(Beginning of EXCERPTED DATA)

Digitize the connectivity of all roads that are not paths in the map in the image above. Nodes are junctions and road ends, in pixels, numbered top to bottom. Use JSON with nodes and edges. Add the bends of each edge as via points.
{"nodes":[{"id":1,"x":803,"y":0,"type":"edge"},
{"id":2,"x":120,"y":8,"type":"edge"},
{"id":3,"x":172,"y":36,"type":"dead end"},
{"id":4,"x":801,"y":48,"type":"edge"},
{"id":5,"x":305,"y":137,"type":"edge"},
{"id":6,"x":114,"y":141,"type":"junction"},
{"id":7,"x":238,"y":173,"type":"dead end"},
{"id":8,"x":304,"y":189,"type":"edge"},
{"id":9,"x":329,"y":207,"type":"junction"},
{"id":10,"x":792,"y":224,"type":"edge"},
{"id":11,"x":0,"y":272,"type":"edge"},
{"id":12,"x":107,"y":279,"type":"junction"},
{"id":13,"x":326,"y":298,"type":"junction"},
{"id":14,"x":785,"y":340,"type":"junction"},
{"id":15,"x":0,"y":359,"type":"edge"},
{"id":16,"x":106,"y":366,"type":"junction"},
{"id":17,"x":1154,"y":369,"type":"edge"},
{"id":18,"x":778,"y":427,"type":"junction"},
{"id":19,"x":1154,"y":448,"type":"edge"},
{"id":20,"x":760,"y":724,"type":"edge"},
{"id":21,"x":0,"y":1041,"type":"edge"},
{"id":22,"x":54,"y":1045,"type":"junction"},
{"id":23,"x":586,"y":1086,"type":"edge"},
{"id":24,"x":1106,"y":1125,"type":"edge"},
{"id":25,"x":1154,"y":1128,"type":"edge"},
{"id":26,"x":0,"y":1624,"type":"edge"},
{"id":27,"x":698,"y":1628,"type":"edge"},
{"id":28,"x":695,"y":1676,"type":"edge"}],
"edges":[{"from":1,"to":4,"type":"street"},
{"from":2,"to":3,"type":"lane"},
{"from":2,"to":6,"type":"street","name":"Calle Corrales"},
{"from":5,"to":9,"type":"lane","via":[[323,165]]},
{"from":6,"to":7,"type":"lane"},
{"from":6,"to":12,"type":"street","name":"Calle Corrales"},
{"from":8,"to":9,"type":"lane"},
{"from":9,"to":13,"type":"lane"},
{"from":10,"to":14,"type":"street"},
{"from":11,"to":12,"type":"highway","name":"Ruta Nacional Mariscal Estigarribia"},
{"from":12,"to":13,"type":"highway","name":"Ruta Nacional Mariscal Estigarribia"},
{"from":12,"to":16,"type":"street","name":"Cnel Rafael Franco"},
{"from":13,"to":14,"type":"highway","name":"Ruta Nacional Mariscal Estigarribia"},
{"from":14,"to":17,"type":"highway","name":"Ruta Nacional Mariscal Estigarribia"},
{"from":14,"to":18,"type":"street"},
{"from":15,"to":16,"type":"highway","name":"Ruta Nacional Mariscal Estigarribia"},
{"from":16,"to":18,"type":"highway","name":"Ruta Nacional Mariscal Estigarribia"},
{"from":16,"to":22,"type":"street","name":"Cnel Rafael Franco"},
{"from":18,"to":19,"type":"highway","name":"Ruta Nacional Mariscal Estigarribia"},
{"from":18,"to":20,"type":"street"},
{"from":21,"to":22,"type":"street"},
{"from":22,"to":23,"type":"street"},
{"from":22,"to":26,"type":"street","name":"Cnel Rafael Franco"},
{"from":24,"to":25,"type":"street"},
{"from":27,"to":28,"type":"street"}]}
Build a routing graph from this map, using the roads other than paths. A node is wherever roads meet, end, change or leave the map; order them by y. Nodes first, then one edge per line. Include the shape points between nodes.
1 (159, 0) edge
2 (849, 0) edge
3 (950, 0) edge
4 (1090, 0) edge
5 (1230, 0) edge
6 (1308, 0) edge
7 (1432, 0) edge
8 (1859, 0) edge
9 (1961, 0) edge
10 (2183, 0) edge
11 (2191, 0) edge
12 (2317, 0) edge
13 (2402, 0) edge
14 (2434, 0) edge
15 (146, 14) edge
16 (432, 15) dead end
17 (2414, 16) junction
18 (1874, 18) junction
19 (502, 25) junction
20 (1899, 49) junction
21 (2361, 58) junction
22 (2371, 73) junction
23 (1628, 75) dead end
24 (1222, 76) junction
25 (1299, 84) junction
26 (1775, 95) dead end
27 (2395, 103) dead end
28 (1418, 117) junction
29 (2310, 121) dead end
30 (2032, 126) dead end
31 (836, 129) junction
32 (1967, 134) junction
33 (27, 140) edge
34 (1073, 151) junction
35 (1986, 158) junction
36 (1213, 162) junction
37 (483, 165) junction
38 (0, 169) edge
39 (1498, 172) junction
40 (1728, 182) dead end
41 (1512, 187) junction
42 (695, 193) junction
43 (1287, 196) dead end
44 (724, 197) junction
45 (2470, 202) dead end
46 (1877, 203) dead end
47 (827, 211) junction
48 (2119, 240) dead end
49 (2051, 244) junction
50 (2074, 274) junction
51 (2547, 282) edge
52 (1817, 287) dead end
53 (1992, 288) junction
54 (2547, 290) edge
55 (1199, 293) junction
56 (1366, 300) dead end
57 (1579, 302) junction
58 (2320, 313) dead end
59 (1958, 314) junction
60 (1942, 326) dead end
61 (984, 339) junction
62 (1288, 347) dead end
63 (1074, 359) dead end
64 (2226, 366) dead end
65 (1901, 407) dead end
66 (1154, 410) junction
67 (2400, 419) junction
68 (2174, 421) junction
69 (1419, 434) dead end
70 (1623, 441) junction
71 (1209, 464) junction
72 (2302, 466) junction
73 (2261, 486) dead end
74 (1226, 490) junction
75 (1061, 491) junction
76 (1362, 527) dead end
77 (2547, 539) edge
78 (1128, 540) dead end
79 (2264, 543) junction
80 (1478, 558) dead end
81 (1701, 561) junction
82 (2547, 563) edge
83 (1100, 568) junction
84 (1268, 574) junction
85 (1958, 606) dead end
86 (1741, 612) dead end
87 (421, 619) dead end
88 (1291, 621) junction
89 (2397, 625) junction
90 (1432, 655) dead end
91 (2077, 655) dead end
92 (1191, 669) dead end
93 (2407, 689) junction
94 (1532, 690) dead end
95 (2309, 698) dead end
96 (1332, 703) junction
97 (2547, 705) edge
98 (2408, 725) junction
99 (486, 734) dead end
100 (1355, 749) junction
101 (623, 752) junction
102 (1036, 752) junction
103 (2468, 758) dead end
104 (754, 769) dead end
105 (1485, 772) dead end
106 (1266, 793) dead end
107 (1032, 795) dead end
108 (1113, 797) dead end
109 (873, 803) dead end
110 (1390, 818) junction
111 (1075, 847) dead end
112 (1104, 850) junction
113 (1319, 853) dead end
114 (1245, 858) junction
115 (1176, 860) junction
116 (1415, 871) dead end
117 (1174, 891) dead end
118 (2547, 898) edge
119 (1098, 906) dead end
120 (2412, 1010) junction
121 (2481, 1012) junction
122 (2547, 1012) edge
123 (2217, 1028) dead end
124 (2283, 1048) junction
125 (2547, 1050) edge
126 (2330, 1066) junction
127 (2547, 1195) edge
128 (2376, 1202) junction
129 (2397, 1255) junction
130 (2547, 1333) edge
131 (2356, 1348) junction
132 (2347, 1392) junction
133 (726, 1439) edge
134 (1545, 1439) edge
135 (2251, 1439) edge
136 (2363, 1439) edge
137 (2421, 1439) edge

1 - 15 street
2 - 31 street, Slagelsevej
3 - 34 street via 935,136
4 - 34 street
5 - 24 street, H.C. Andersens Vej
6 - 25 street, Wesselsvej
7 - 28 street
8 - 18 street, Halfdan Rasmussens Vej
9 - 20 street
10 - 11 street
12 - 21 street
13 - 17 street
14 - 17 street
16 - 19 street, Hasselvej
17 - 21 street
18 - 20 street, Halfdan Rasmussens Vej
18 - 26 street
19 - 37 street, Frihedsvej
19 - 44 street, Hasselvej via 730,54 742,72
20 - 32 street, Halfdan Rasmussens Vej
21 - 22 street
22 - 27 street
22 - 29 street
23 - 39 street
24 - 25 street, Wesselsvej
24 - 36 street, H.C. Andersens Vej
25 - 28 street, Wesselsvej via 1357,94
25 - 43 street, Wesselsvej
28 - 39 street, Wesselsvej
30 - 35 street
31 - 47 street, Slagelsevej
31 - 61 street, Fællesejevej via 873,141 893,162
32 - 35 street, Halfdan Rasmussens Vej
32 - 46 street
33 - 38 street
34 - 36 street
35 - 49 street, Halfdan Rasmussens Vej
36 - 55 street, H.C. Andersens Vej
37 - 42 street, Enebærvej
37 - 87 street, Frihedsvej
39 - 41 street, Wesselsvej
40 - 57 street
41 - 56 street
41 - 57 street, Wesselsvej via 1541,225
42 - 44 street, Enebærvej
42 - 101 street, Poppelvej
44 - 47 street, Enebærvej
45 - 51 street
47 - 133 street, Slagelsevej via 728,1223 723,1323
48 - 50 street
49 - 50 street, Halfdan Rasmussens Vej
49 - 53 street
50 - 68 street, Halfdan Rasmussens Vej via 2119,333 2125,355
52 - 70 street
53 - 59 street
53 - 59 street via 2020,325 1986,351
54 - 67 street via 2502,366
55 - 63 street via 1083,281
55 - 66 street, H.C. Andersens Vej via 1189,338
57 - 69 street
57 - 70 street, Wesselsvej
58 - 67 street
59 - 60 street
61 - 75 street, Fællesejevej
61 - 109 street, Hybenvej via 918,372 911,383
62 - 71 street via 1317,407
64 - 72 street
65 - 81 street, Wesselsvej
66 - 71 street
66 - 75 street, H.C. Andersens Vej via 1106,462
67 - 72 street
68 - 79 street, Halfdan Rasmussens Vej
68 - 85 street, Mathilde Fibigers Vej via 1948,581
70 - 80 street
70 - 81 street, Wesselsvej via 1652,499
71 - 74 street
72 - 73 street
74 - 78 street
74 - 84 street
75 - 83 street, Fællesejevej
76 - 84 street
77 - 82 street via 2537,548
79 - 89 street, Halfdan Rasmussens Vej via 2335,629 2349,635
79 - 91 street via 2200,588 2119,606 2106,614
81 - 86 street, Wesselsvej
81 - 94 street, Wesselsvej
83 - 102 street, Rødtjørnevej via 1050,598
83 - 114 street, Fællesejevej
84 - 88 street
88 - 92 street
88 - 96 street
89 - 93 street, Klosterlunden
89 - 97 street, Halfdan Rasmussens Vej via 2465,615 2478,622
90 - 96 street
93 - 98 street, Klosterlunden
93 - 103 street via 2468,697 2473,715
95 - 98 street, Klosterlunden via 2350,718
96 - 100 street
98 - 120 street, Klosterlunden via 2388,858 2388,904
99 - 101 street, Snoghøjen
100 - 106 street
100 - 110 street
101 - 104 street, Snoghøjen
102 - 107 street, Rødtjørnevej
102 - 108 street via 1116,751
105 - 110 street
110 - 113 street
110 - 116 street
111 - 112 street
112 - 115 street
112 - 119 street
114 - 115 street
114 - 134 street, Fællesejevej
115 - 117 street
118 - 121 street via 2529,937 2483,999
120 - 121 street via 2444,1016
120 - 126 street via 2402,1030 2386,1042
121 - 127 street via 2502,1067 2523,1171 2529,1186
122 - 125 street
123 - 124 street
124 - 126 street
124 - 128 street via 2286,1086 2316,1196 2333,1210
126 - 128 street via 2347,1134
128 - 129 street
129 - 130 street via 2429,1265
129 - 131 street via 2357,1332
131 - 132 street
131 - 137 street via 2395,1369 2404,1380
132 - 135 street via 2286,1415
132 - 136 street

(End of EXCERPTED DATA)

** THE PROBLEM **
List each line in the listing that contains the string "edges".

** WRITTEN SOLUTION **
Digitize the connectivity of all roads that are not paths in the map in the image above. Nodes are junctions and road ends, in pixels, numbered top to bottom. Use JSON with nodes and edges. Add the bends of each edge as via points.
"edges":[{"from":1,"to":4,"type":"street"},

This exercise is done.